─── Material to process ───

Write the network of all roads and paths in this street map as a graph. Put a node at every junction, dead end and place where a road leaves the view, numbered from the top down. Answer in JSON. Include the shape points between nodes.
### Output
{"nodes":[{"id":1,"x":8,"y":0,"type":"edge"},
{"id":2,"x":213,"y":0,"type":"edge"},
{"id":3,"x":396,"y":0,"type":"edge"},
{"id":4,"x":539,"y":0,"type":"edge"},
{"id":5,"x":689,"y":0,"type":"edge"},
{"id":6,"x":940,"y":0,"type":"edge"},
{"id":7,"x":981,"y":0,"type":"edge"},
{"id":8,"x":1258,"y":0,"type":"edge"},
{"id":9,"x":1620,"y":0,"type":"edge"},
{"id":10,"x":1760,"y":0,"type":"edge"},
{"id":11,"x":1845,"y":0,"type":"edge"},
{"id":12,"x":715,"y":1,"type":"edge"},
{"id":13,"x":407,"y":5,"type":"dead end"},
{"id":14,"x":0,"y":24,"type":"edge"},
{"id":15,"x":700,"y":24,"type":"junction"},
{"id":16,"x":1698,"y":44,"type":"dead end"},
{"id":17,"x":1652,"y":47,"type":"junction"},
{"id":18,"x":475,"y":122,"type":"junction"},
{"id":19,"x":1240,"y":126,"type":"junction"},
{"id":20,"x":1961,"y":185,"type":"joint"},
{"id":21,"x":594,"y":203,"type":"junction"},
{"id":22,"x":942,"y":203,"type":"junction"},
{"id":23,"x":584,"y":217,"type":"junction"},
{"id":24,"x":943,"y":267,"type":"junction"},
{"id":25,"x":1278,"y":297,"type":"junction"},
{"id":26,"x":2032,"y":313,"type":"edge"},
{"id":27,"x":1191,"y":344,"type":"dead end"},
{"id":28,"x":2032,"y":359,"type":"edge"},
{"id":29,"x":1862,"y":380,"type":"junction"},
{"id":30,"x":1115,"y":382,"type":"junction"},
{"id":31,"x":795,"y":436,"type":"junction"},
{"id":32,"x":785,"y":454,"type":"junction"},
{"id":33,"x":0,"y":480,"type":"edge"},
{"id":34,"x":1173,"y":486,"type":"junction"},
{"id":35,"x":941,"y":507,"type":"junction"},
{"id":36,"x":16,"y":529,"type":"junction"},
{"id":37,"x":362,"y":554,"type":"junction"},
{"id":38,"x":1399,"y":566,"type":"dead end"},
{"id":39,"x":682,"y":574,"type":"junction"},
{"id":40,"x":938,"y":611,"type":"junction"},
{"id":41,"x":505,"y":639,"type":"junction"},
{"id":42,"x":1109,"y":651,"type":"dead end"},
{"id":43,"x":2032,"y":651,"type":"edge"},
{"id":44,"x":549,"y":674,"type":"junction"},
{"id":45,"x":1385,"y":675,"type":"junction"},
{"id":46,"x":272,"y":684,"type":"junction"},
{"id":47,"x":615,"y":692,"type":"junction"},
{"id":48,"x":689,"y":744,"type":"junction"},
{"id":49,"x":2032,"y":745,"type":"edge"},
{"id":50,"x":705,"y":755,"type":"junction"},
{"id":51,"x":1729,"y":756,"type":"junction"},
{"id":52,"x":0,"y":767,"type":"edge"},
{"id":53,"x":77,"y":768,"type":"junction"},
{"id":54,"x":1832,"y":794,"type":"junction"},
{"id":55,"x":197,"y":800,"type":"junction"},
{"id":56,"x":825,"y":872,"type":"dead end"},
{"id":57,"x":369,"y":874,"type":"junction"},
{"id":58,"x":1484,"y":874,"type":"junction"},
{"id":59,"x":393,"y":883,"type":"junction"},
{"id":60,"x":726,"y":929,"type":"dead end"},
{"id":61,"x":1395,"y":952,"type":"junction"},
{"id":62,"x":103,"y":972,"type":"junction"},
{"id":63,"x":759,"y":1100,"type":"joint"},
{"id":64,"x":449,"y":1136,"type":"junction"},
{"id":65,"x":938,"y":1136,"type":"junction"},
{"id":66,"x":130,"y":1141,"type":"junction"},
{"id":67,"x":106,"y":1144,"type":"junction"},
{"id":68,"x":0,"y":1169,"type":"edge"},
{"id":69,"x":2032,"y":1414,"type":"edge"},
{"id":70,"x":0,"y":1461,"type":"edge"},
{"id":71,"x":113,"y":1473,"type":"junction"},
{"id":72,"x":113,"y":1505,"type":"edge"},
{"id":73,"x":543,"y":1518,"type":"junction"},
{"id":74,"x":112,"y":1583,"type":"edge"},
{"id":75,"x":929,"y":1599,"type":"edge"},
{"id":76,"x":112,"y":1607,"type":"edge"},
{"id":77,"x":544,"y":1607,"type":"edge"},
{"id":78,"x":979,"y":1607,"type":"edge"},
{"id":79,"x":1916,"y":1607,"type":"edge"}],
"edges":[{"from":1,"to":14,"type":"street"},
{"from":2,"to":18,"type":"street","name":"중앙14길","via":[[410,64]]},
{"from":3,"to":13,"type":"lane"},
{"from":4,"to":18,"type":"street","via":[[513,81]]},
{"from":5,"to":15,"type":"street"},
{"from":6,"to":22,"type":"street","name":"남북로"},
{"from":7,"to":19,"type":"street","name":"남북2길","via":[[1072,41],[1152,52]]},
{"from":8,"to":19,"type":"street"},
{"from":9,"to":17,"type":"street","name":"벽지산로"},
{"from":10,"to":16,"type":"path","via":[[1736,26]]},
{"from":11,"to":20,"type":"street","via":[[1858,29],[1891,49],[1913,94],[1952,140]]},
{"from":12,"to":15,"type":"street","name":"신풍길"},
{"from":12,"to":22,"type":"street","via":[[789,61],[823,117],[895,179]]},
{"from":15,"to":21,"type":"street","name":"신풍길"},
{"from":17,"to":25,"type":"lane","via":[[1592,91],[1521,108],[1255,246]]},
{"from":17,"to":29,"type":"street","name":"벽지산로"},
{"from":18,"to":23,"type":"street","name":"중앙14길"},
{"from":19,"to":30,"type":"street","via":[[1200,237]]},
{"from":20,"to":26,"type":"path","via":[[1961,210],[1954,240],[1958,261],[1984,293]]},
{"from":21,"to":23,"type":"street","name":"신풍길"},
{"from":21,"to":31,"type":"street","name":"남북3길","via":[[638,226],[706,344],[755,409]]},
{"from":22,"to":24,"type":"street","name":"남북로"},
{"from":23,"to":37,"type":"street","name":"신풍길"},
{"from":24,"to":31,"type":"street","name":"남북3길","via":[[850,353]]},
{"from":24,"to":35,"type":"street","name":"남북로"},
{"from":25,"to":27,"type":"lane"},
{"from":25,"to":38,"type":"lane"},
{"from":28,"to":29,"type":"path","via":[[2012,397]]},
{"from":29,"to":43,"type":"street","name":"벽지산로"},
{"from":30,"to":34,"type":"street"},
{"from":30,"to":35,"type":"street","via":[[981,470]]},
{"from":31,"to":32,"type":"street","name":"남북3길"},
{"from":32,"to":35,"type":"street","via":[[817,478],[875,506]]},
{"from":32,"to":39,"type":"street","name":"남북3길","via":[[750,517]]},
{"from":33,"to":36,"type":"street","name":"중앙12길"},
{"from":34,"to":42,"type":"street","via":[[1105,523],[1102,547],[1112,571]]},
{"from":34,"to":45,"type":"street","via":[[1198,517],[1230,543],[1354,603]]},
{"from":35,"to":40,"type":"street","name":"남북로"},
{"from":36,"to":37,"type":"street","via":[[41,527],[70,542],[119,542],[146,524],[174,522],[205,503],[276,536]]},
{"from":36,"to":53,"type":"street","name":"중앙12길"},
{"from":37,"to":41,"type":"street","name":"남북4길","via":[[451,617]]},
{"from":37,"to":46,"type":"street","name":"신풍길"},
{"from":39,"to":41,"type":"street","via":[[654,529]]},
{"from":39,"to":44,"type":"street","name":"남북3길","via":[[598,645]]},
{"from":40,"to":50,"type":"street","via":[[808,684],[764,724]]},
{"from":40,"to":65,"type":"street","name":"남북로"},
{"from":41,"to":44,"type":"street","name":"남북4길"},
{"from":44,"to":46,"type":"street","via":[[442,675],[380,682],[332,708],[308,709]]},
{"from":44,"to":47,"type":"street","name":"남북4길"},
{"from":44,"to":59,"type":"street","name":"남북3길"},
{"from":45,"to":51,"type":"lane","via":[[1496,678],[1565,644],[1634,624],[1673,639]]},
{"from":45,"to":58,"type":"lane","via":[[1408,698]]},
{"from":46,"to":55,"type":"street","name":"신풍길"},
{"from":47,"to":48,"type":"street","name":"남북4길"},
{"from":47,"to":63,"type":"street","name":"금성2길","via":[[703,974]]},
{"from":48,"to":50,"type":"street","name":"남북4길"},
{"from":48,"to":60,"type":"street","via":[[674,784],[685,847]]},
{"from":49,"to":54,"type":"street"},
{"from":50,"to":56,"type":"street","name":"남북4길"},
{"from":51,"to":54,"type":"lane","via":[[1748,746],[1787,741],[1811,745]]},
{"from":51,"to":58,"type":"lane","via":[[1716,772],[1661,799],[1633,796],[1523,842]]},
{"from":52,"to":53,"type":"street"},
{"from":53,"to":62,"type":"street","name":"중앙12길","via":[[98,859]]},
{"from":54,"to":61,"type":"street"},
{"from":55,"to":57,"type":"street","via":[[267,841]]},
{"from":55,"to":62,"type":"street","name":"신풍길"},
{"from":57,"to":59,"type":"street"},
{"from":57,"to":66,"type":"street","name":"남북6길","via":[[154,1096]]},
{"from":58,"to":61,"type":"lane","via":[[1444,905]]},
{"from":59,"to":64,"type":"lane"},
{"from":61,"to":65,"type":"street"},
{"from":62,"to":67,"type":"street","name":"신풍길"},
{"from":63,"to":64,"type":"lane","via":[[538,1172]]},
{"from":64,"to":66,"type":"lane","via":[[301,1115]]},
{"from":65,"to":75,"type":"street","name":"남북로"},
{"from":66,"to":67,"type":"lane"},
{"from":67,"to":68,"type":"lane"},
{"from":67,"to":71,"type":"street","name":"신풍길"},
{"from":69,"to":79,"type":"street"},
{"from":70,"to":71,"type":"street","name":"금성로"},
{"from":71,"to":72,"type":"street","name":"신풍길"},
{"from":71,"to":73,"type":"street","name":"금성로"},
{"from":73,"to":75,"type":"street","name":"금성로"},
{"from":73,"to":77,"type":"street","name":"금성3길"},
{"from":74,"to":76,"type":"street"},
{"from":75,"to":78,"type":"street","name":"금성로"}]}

───

Prompt: Copy the lines from the entries above in which the word "nodes" appears.

Response area:
Write the network of all roads and paths in this street map as a graph. Put a node at every junction, dead end and place where a road leaves the view, numbered from the top down. Answer in JSON. Include the shape points between nodes.
{"nodes":[{"id":1,"x":8,"y":0,"type":"edge"},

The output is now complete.